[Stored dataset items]
# # # # #
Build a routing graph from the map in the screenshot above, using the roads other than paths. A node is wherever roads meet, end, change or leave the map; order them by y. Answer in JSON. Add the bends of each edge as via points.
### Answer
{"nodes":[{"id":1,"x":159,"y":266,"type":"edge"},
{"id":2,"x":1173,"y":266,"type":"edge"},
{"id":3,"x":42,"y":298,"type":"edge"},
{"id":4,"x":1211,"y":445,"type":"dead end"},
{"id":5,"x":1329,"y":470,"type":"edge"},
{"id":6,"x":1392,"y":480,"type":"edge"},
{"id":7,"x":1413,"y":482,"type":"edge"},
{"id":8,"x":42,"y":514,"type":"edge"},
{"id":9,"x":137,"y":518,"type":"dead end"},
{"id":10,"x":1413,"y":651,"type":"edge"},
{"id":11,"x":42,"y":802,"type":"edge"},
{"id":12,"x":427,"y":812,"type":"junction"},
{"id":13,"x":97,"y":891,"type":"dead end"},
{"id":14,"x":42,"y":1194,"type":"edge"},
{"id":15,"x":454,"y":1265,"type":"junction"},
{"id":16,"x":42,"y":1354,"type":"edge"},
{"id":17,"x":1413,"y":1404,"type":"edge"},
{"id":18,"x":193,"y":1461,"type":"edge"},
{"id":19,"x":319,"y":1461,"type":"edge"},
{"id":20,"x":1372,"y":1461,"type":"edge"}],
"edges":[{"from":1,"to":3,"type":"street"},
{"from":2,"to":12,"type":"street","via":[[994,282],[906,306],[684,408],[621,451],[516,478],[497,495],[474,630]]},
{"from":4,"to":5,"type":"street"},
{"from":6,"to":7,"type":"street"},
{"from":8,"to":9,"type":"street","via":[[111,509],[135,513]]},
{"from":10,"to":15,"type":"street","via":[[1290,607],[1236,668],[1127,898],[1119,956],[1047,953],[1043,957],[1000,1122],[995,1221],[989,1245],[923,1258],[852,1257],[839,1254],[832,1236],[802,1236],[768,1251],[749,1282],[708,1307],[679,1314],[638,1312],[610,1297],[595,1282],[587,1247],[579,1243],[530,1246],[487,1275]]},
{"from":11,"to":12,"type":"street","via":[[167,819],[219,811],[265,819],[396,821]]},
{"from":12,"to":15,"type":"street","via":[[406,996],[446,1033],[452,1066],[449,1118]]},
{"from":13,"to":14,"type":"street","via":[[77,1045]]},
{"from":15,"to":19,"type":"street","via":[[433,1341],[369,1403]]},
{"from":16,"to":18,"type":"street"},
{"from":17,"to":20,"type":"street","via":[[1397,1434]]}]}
# # # # #
Task statement:
Among the records, count every line where "dead" appears. Reply with the total alone.

Answer to this task:
3